▶ [PROBLEM STATEMENT]
Only lines containing the string "Duisburger" belong in the answer; copy all of them from the entries.

+ + + +

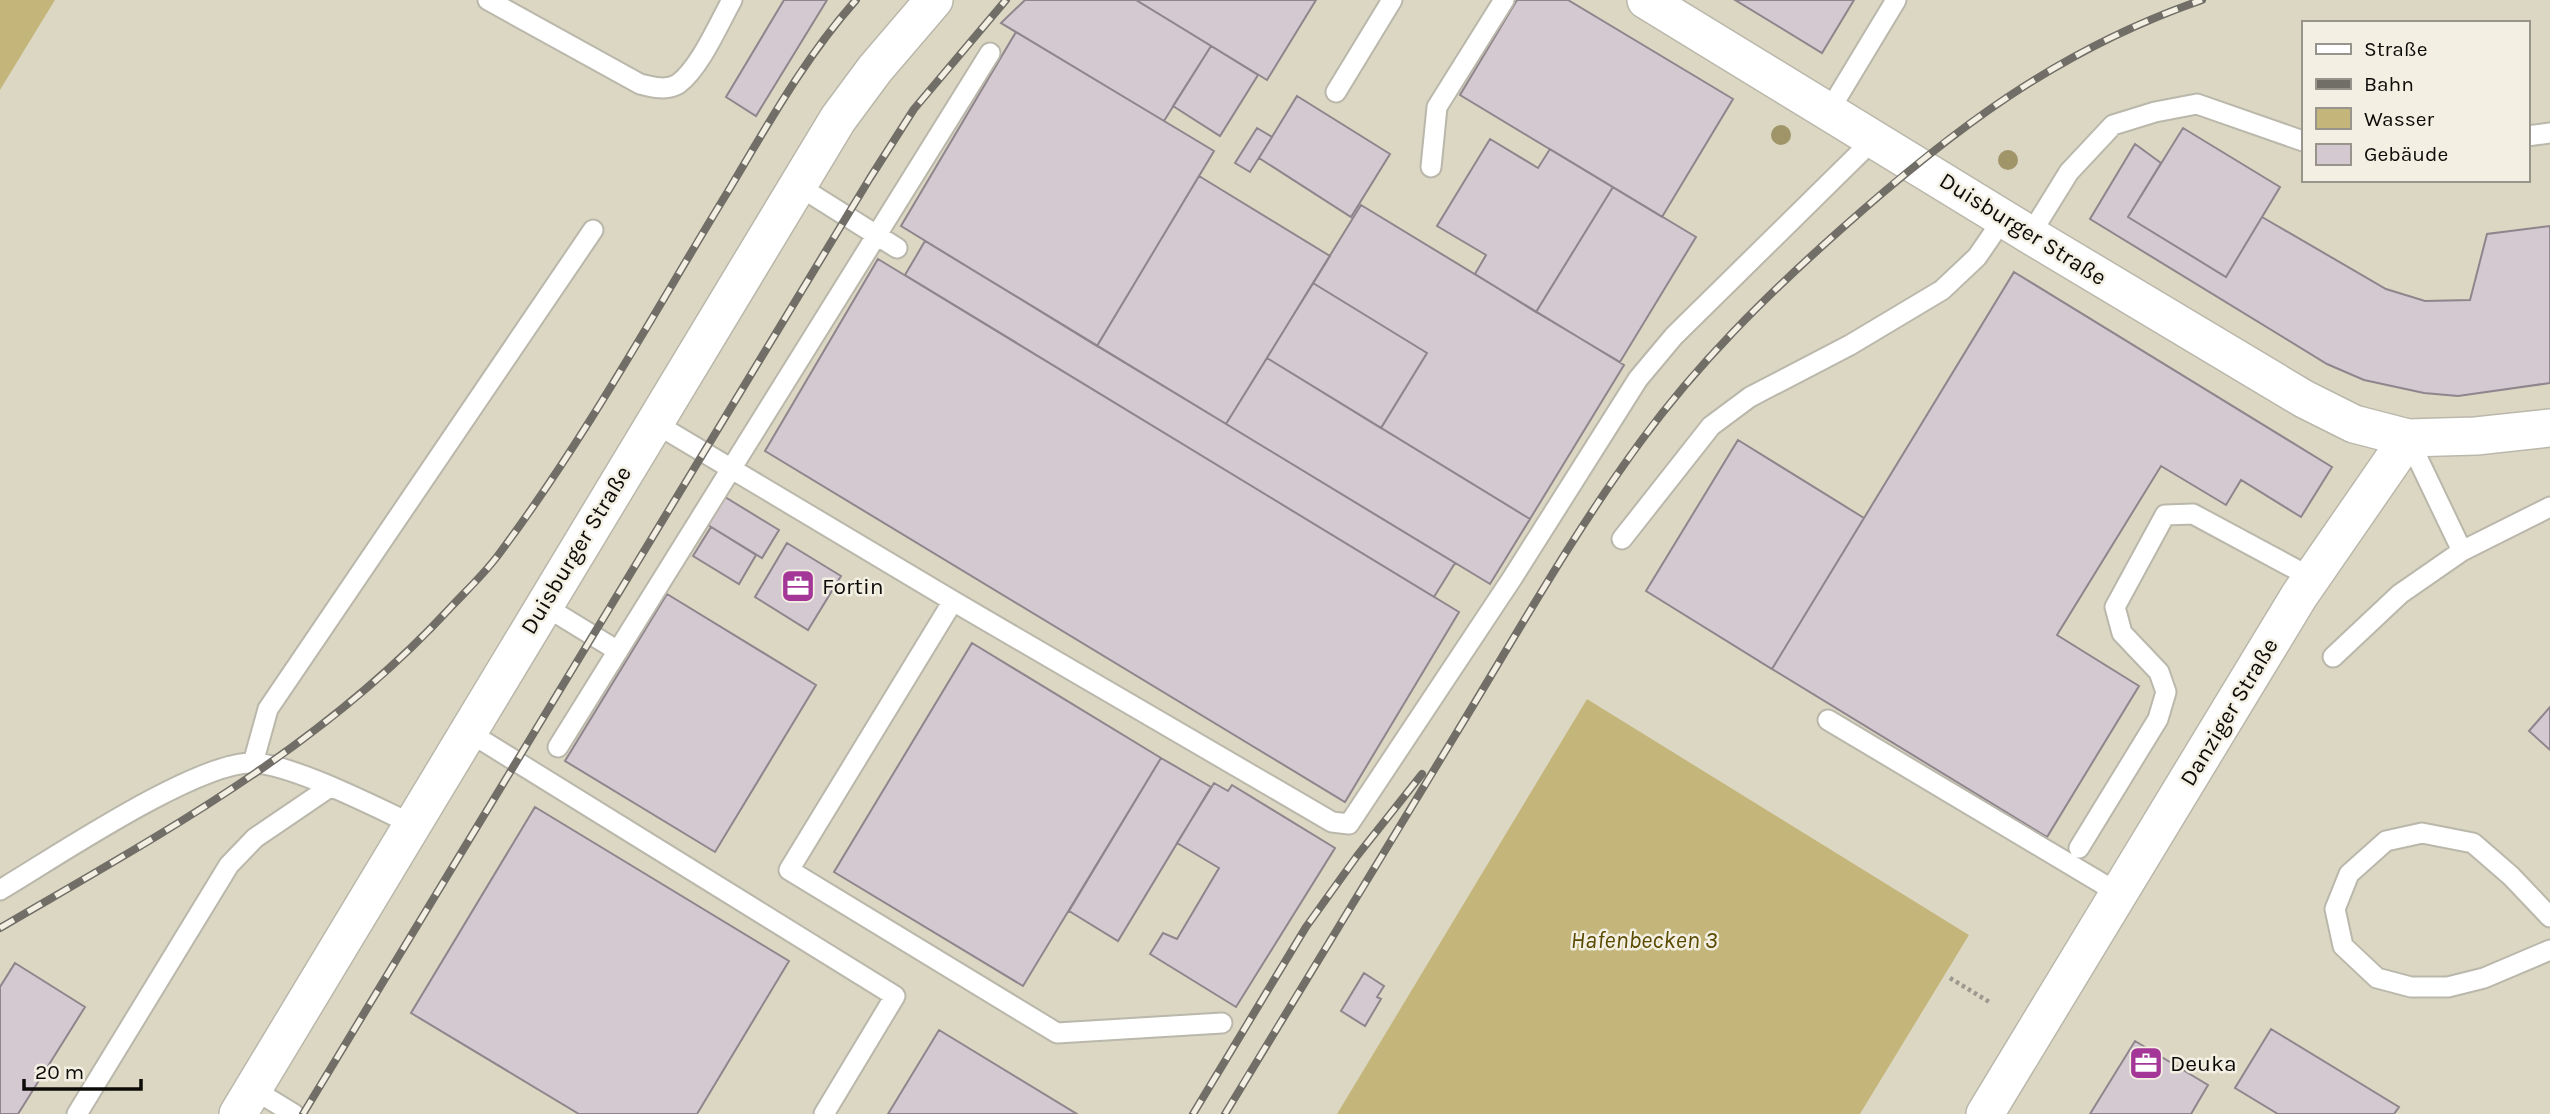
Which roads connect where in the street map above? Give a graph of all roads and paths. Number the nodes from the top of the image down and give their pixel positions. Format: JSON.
{"nodes":[{"id":1,"x":488,"y":0,"type":"edge"},
{"id":2,"x":732,"y":0,"type":"edge"},
{"id":3,"x":934,"y":0,"type":"edge"},
{"id":4,"x":1392,"y":0,"type":"edge"},
{"id":5,"x":1504,"y":0,"type":"edge"},
{"id":6,"x":1646,"y":0,"type":"edge"},
{"id":7,"x":1896,"y":0,"type":"edge"},
{"id":8,"x":990,"y":53,"type":"dead end"},
{"id":9,"x":1336,"y":92,"type":"dead end"},
{"id":10,"x":1829,"y":111,"type":"junction"},
{"id":11,"x":2550,"y":133,"type":"edge"},
{"id":12,"x":2529,"y":136,"type":"edge"},
{"id":13,"x":1875,"y":138,"type":"junction"},
{"id":14,"x":2302,"y":141,"type":"edge"},
{"id":15,"x":1431,"y":167,"type":"dead end"},
{"id":16,"x":797,"y":185,"type":"junction"},
{"id":17,"x":2017,"y":227,"type":"junction"},
{"id":18,"x":593,"y":230,"type":"dead end"},
{"id":19,"x":876,"y":235,"type":"junction"},
{"id":20,"x":897,"y":248,"type":"dead end"},
{"id":21,"x":653,"y":422,"type":"junction"},
{"id":22,"x":2550,"y":428,"type":"edge"},
{"id":23,"x":2408,"y":438,"type":"junction"},
{"id":24,"x":731,"y":470,"type":"junction"},
{"id":25,"x":2550,"y":507,"type":"edge"},
{"id":26,"x":1622,"y":539,"type":"dead end"},
{"id":27,"x":2462,"y":551,"type":"junction"},
{"id":28,"x":2312,"y":578,"type":"junction"},
{"id":29,"x":953,"y":601,"type":"junction"},
{"id":30,"x":543,"y":605,"type":"junction"},
{"id":31,"x":618,"y":652,"type":"junction"},
{"id":32,"x":2333,"y":657,"type":"dead end"},
{"id":33,"x":1828,"y":720,"type":"dead end"},
{"id":34,"x":467,"y":731,"type":"junction"},
{"id":35,"x":558,"y":747,"type":"dead end"},
{"id":36,"x":253,"y":763,"type":"junction"},
{"id":37,"x":330,"y":787,"type":"junction"},
{"id":38,"x":412,"y":824,"type":"junction"},
{"id":39,"x":2078,"y":848,"type":"dead end"},
{"id":40,"x":0,"y":890,"type":"edge"},
{"id":41,"x":2118,"y":894,"type":"junction"},
{"id":42,"x":2550,"y":917,"type":"edge"},
{"id":43,"x":2550,"y":950,"type":"edge"},
{"id":44,"x":1951,"y":978,"type":"dead end"},
{"id":45,"x":1991,"y":1003,"type":"dead end"},
{"id":46,"x":1222,"y":1023,"type":"dead end"},
{"id":47,"x":246,"y":1101,"type":"edge"},
{"id":48,"x":77,"y":1114,"type":"edge"},
{"id":49,"x":294,"y":1114,"type":"edge"},
{"id":50,"x":824,"y":1114,"type":"edge"},
{"id":51,"x":1985,"y":1114,"type":"edge"}],
"edges":[{"from":1,"to":2,"type":"lane"},
{"from":3,"to":16,"type":"street","name":"Duisburger Straße"},
{"from":4,"to":9,"type":"lane"},
{"from":5,"to":15,"type":"lane"},
{"from":6,"to":10,"type":"street","name":"Duisburger Straße"},
{"from":7,"to":10,"type":"lane"},
{"from":8,"to":19,"type":"lane"},
{"from":10,"to":13,"type":"street","name":"Duisburger Straße"},
{"from":11,"to":12,"type":"lane"},
{"from":13,"to":17,"type":"street","name":"Duisburger Straße"},
{"from":13,"to":29,"type":"lane"},
{"from":14,"to":17,"type":"lane"},
{"from":16,"to":19,"type":"lane"},
{"from":16,"to":21,"type":"street","name":"Duisburger Straße"},
{"from":17,"to":23,"type":"street","name":"Duisburger Straße"},
{"from":17,"to":26,"type":"lane"},
{"from":18,"to":36,"type":"lane"},
{"from":19,"to":20,"type":"lane"},
{"from":19,"to":24,"type":"lane"},
{"from":21,"to":24,"type":"lane"},
{"from":21,"to":30,"type":"street","name":"Duisburger Straße"},
{"from":22,"to":23,"type":"street"},
{"from":23,"to":27,"type":"lane"},
{"from":23,"to":28,"type":"street","name":"Danziger Straße"},
{"from":24,"to":29,"type":"lane"},
{"from":24,"to":31,"type":"lane"},
{"from":25,"to":27,"type":"lane"},
{"from":27,"to":32,"type":"lane"},
{"from":28,"to":39,"type":"lane"},
{"from":28,"to":41,"type":"street","name":"Danziger Straße"},
{"from":29,"to":46,"type":"lane"},
{"from":30,"to":31,"type":"lane"},
{"from":30,"to":34,"type":"street","name":"Duisburger Straße"},
{"from":31,"to":35,"type":"lane"},
{"from":33,"to":41,"type":"lane"},
{"from":34,"to":38,"type":"street","name":"Duisburger Straße"},
{"from":34,"to":50,"type":"lane"},
{"from":36,"to":37,"type":"lane"},
{"from":36,"to":40,"type":"lane"},
{"from":37,"to":38,"type":"lane"},
{"from":37,"to":48,"type":"lane"},
{"from":38,"to":47,"type":"street","name":"Duisburger Straße"},
{"from":41,"to":51,"type":"street","name":"Danziger Straße"},
{"from":42,"to":43,"type":"lane"},
{"from":44,"to":45,"type":"path"},
{"from":47,"to":49,"type":"lane"}]}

+ + + +

▶ [RESULT BELOW]
{"from":3,"to":16,"type":"street","name":"Duisburger Straße"},
{"from":6,"to":10,"type":"street","name":"Duisburger Straße"},
{"from":10,"to":13,"type":"street","name":"Duisburger Straße"},
{"from":13,"to":17,"type":"street","name":"Duisburger Straße"},
{"from":16,"to":21,"type":"street","name":"Duisburger Straße"},
{"from":17,"to":23,"type":"street","name":"Duisburger Straße"},
{"from":21,"to":30,"type":"street","name":"Duisburger Straße"},
{"from":30,"to":34,"type":"street","name":"Duisburger Straße"},
{"from":34,"to":38,"type":"street","name":"Duisburger Straße"},
{"from":38,"to":47,"type":"street","name":"Duisburger Straße"},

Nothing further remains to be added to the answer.